My Last Advocate Post

I’ve decided to stop advocating.  My experience with Congressman Murphy has taught me that one person cannot make a difference.  I can’t even get my voice heard.  It’s cowardice on his part, but a lesson for me.  Unless you belong to an organization with money, you get nowhere with Congress.

I have tried for years believing I was making some kind of a difference, but really what did I accomplish? I accomplished the goals of an organization that really didn’t value the true needs of those of us with a mental illness.

Whether or not Murphy’s bill passes, we still have a lack of psychiatrists, a lack of psych beds, a lack of good quality care in this broken mental health system.  When pdocs want you to fill out paper work prior to an appointment to see if you’re a “good fit” for them, there’s a real problem.  When pdocs can’t take on any new patients because they are already overloaded, there’s a problem.  When someone in a rural area can’t find a pdoc within 100 miles, there’s a problem.  These problems won’t be addressed until people with a mental illness speak up!  I’ve tried, but I’m tired of doing it alone.

Sorry to be so negative in this post, but the wind has just been taken out of my sails.

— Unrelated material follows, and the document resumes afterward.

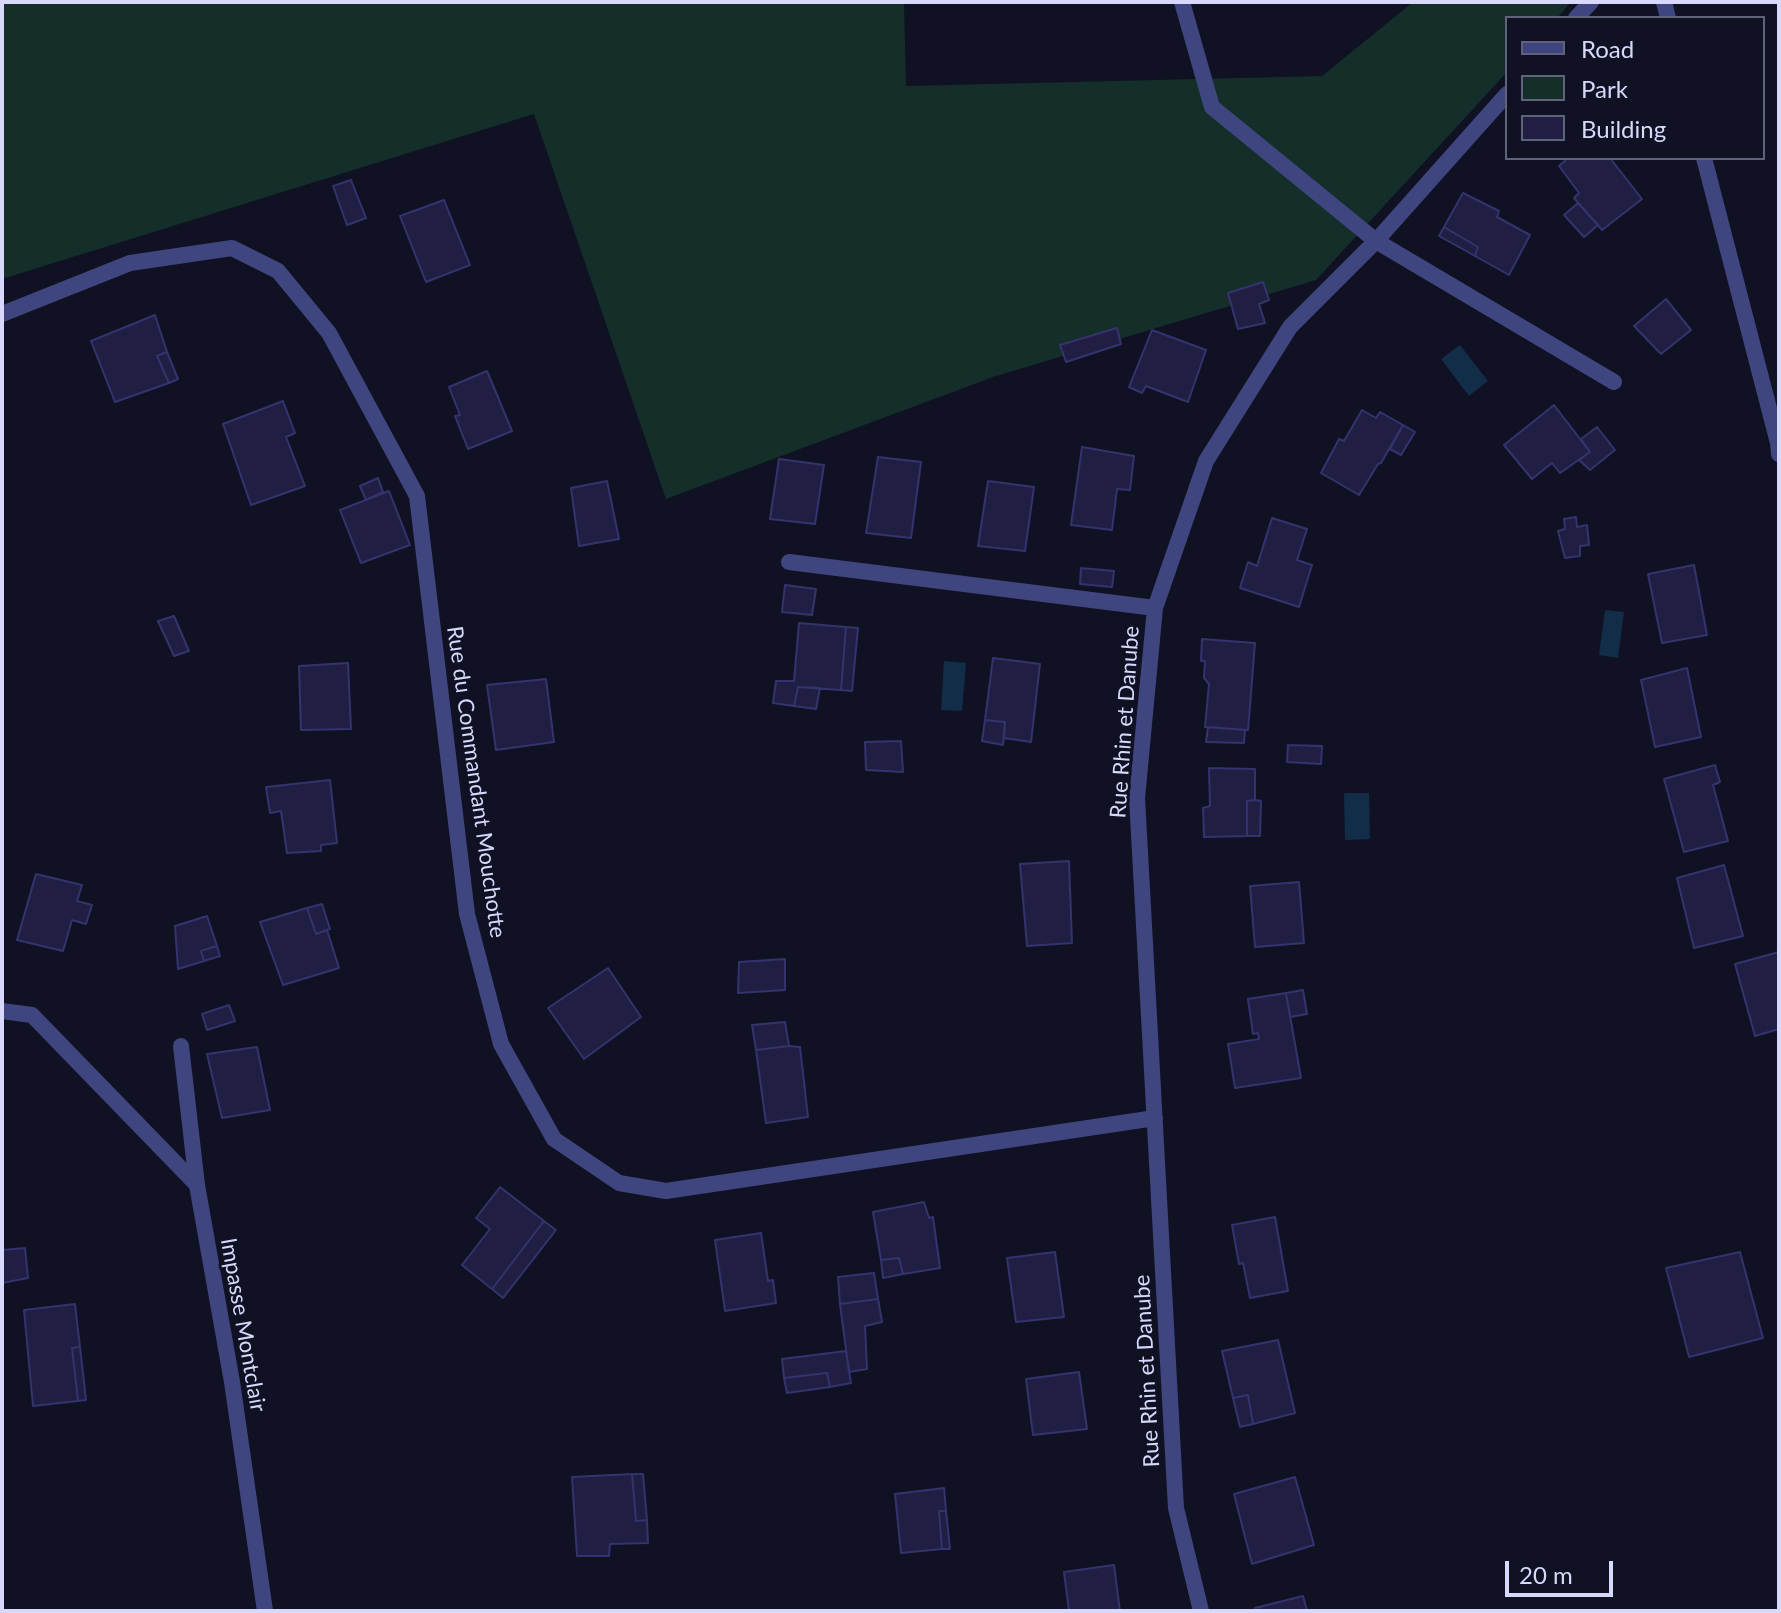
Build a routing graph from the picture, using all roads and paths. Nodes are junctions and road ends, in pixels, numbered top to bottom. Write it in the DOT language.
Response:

14 thoughts on “My Last Advocate Post

  1. Hi,
    Sorry that you are discouraged. Sounds like you’ve had a hard road. That said, I want to offer that one person can make a difference. Your voice is your greatest asset. Maybe you won’t see change right away, but I sincerely hope you don’t give up.

    Liked by 2 people

  2. Susan, you are right:

    – we lack psychiatrists
    – we lack psych beds
    – we lack good quality care
    – our mental health system is broken
    – mental health care workers, including pdocs, are overwhelmed
    – many pdocs refuse to accept MediCare, so those of us on disability and receiving MediCare are out of luck
    – rural areas lack both pdocs and quality medical care of any type

    Finally: Yes, we with mental illness must speak up! You are not alone.

    Liked by 1 person

  3. Reblogged this on Kitt O'Malley and commented:
    Susan Zarit of Bravely Bipolar is right:
    – we lack psychiatrists
    – we lack psych beds
    – we lack good quality care
    – our mental health system is broken
    – mental health care workers, including pdocs, are overwhelmed
    – many pdocs refuse to accept MediCare, so those of us on disability and receiving MediCare are out of luck
    – rural areas lack both pdocs and quality medical care of any type
    We with mental illness must organize and speak up! We are not alone.

    Like

  4. Dear Susan,

    I am African, a Cameroonian, and one of the few you will ever come across in a long time who talks so openly about her own mental issues and mental health in general. I am a pretty lone voice, starting from within my very own family. Curious to know my brother was diagnosed with bipolar in 2007, but I only knew this June after harassing on end. He died last August 2nd. I just wrote his book to be published next month. It was outright denial, stigma and all. I can’t even dream of approaching public figures in my country now – the challenge is even the mentalities of people including family of mentally ill. I am not giving up – I may take a break every now and then but I know someday, surely long after I’ve gone, my name or efforts will come around. And so, you don’t give up!!!

    Like

    1. Thank you for that. I am truly sorry that you are having such struggle with your family. It does make me think. Maybe I should just take a break from it for awhile and not give up. You have inspired me. Thank you. 🙂

      Liked by 1 person

  5. Placid's Place says:

    Hey Susan, I’ve felt for a long time that if i even alter one persons perception of bi-polar or mental illness then that is enough. If that person then alters someone else’s perception of bi-polar then thats enough. Slowly slowly wins the race… yes, its diabolical that we don’t have the understanding, help, support or services but its blogs like these where I find my greatest solace… So thank you for speaking out… we are not alone – not here!

    Like

  6. Please don’t give up, Susan. You ARE making a difference. We all do what we can and you are helping people you don’t even know you are helping. I understand how discouraging it can be and there have been times when I feel like I am not accomplishing things. However, I come to the realization that I just have to do the best I can. By just writing your blog you are advocating by raising awareness. I hope you choose to keep doing what you are doing.